If we are intolerant to a food, an inflammatory immune response is triggered as particles enter our bloodstream during digestion. Negative symptoms such as cramping, constipation, bloating, headache, fatigue, and diarrhea can result. Identifying foods that may be causing the inflammatory immune response allows us to remove them from our diet. Then, foods can be added back into the diet in a gradual and structured way, allowing us to ultimately determine which foods we are actually intolerant to. In other words, we are able to identify and avoid the foods that are causing the negative side effects.

Who can get tested?

Food intolerance tests can be given to children over one year of age. If a child is under the age of one, we recommend that the mother undergo testing instead, though ideally women who are pregnant or thinking about getting pregnant should consider having the test done before the child is born to identify any potential intolerance as early as possible. It is especially important that the mother undergo testing if she is breastfeeding the baby.

  • am glad that my children don’t have an issues with food. it must be a tough journey


  • I can’t understand how a baby picks up Mum’s allergies unless she is breastfeeding or it is generic.


  • thanks for sharing


  • also check out http://www.fedup.net.au for a food intolerance elimination diet.


  • So many children with allergies my daughter is allergic to so many things its a nightmare trying to find food without Palm oil in it or coconut as she allergic to these

    • yes very tough for the parent to plan different meals


  • I am so grateful my kids have no dietary problems (touch wood). As a diabetic vegetarian I already find myself preparing at least 2 different meals most nights.


  • I’m not gluten intolerant but when I eat it my stomach sure does know,

    • How long ago were you tested? A friend of ours had a negative result the first time but it showed positive about 2 years later. Gluten can damage sections of your bowel really badly.
      You may/may not know that oats while sometimes listed as gluten free becuase they are grown in a region nowhere within hundreds of km. but have a protein that is similar to gluten and cause the same problems. Some products are not labelled whether or not they have gluten in them but they have it on there as a different name.
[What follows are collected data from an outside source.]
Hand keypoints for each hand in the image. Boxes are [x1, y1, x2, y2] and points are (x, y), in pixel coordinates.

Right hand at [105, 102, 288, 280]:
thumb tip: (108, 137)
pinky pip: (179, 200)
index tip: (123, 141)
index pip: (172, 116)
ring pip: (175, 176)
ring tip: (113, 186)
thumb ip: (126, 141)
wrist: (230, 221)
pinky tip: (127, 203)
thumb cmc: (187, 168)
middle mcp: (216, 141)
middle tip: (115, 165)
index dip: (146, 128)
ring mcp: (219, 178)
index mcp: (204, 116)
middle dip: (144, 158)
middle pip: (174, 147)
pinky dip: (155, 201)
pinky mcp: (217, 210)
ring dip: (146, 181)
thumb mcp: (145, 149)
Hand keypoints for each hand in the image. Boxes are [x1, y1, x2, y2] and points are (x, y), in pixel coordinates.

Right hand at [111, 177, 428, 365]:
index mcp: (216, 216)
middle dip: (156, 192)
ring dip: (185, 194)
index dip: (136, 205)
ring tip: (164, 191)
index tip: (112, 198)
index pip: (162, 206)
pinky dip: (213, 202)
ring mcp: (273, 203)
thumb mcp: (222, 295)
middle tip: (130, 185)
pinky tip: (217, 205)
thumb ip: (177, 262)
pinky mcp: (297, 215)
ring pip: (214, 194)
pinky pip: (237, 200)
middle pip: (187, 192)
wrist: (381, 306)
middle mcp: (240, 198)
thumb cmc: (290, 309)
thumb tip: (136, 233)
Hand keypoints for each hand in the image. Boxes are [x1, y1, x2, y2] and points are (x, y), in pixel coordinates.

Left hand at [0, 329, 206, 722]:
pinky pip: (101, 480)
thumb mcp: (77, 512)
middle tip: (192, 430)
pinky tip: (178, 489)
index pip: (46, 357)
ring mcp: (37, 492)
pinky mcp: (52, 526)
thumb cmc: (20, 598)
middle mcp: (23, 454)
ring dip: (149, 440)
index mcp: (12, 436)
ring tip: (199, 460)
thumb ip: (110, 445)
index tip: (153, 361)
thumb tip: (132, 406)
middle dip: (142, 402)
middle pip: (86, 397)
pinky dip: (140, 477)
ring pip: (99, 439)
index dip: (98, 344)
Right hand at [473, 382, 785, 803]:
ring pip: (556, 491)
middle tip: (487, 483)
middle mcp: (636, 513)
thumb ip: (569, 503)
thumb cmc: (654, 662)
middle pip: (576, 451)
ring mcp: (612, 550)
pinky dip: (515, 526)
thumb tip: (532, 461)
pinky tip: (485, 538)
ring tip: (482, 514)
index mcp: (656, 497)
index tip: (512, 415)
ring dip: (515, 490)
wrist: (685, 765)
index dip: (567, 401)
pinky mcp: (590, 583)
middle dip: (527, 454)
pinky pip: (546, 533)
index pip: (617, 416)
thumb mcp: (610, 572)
That is very frustrating. You could be eating food not knowing that it actually contains gluten. Some gourmet chocolates have it in them using another name.
      Some chocolates, including some manufactured in Aust. have orange in them but one company when contacted by a lady they said there was such a small amount that they weren’t obliged to list it on the packaging.
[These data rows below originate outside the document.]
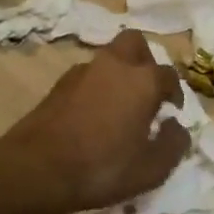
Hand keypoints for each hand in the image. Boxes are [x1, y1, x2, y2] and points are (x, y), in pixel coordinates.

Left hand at [2, 31, 189, 213]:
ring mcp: (82, 71)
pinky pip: (87, 76)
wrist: (37, 169)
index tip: (172, 112)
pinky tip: (93, 115)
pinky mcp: (58, 85)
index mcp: (142, 81)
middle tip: (147, 91)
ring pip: (108, 58)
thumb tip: (176, 126)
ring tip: (119, 107)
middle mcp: (114, 65)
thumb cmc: (103, 168)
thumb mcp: (152, 169)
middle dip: (145, 61)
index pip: (168, 75)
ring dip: (119, 74)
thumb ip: (173, 144)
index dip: (175, 93)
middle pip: (135, 44)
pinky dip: (96, 87)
  • Main thing is to introduce new foods slowly and watch for any bad reactions.


  • Hanks for sharing. Very interesting to know since I’m starting my bub on solids shortly.
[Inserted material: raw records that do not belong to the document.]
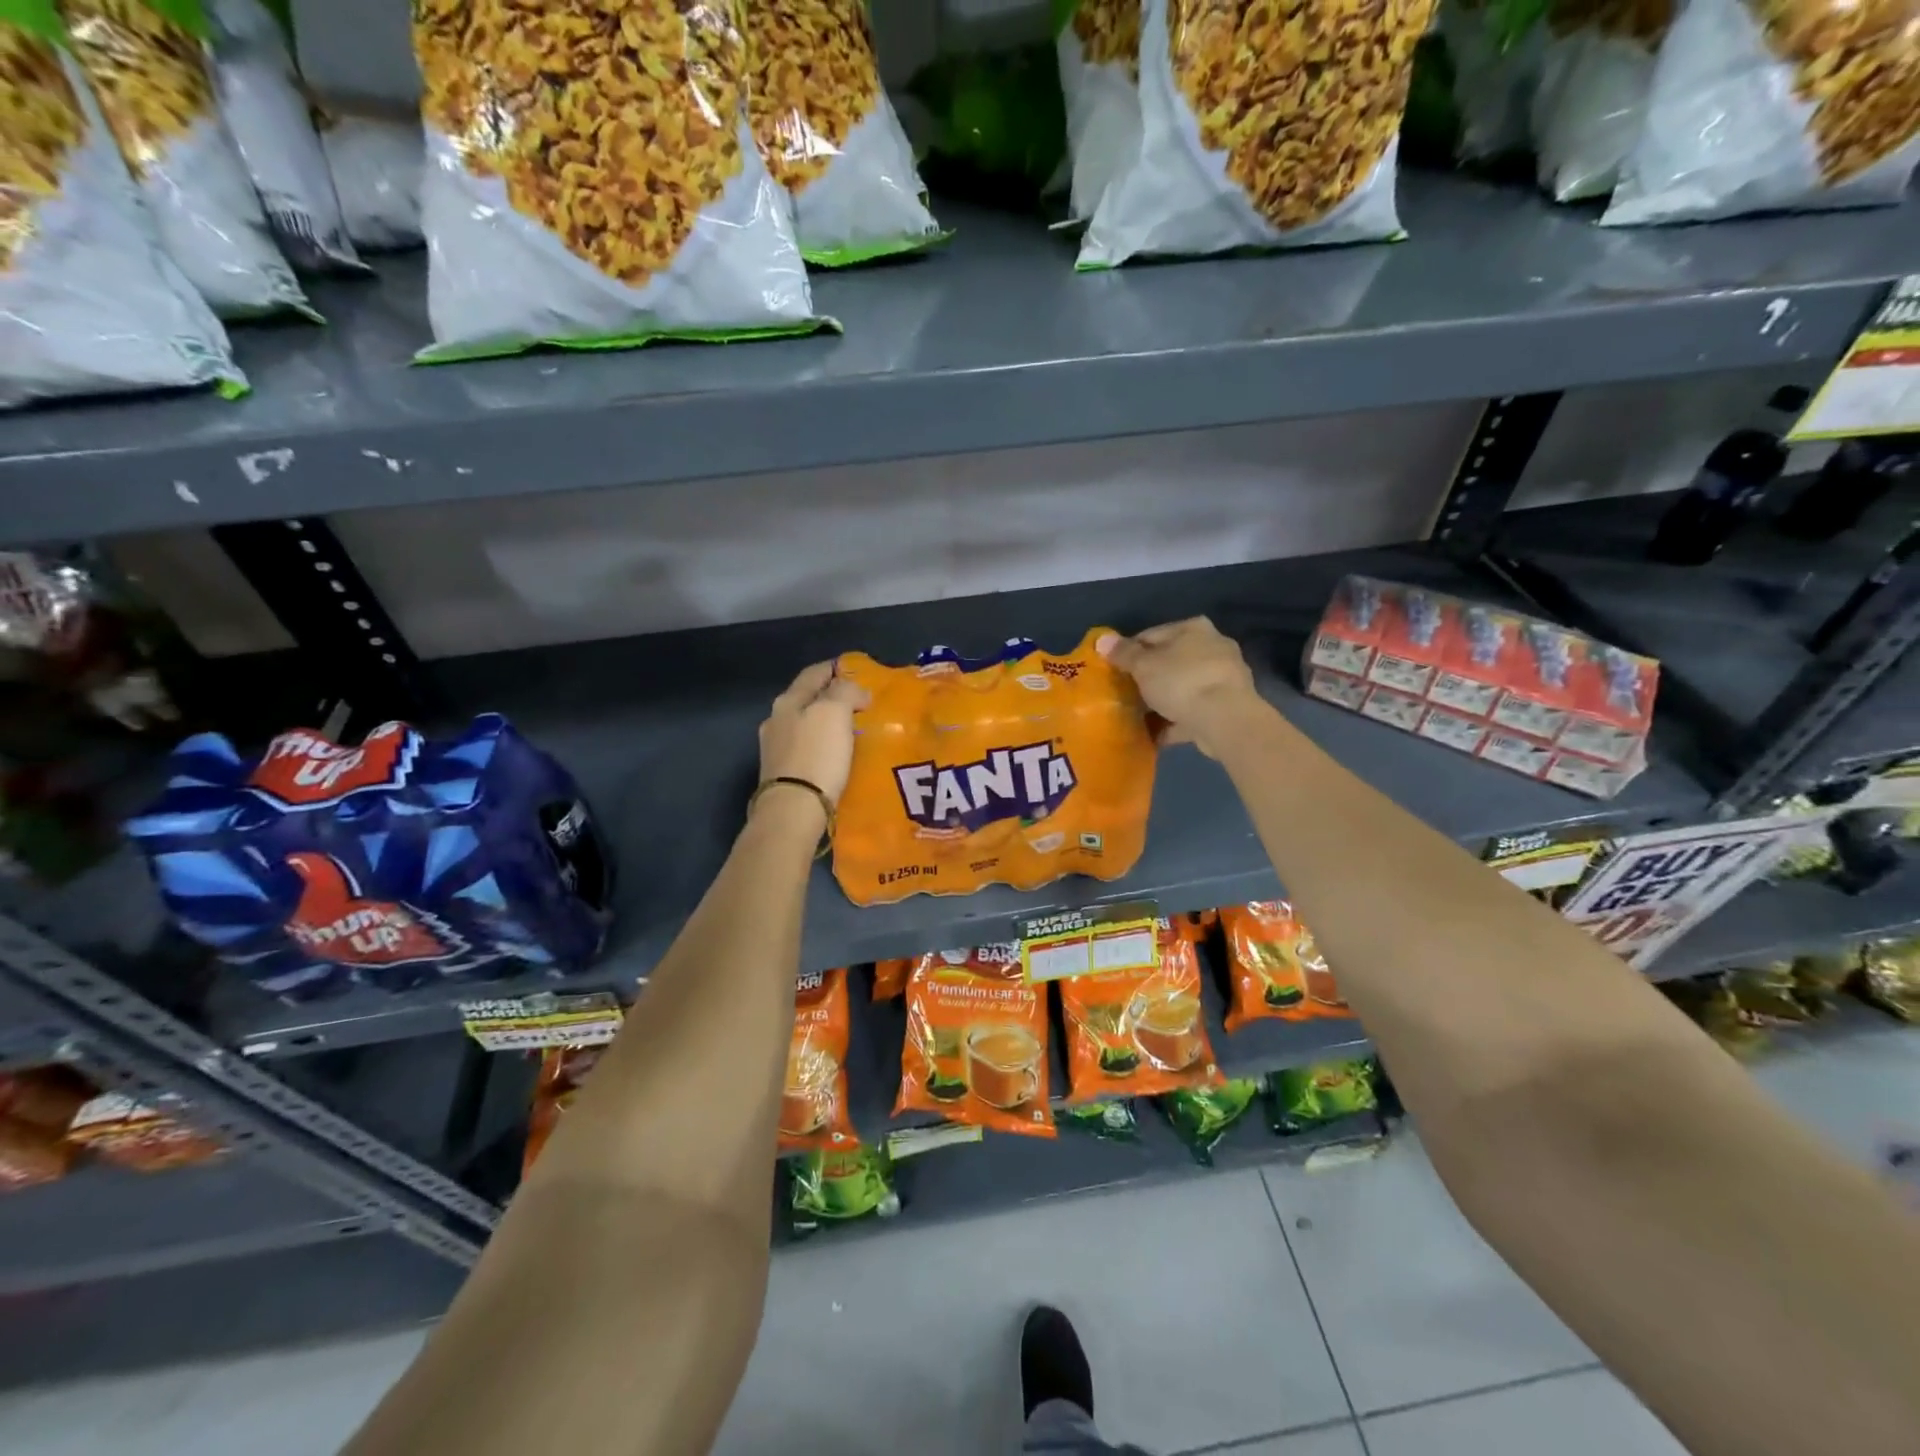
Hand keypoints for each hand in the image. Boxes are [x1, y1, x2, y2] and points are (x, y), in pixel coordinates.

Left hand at [758, 661, 866, 807]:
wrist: (793, 810)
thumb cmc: (816, 756)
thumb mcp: (834, 711)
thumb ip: (845, 691)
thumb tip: (856, 692)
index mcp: (788, 701)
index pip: (813, 674)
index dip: (834, 668)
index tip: (856, 670)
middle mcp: (776, 720)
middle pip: (806, 699)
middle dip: (831, 697)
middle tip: (858, 702)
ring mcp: (775, 749)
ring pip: (805, 725)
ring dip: (826, 723)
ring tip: (850, 730)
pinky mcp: (781, 774)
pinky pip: (806, 749)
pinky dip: (821, 745)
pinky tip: (835, 755)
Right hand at [1097, 618, 1263, 757]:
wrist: (1225, 719)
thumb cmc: (1181, 682)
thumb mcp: (1143, 666)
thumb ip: (1122, 653)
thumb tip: (1102, 639)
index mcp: (1193, 628)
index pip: (1151, 635)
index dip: (1128, 653)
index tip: (1113, 671)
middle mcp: (1212, 646)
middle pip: (1169, 662)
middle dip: (1147, 679)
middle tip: (1125, 696)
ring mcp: (1223, 678)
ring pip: (1182, 688)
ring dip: (1161, 701)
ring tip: (1138, 717)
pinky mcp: (1227, 706)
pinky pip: (1192, 711)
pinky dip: (1174, 721)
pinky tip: (1155, 734)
  • I’m gluten intolerant & have been tested to see if I was a celiac which turned out negative. I’m better off without gluten but on some occasions I have had gluten & just bear with the consequences!


  • Interesting thank you, dairy didn’t sit well with my son it would make him so sick but he seems to be fine now


  • Great preemptive advice. My son suffers from an egg and nut allergy and is now going on 9. I have often thought recently that I would like to have myself tested for allergies or intolerances.


  • Thanks for your informative article, it was great to read it.


  • My youngest its not good with cheese

    • All cheeses have some fat in them and your liver may not be able to cope with it. I know a child who can only eat a small amount of cheddar cheese in cooking or she suffers from nausea.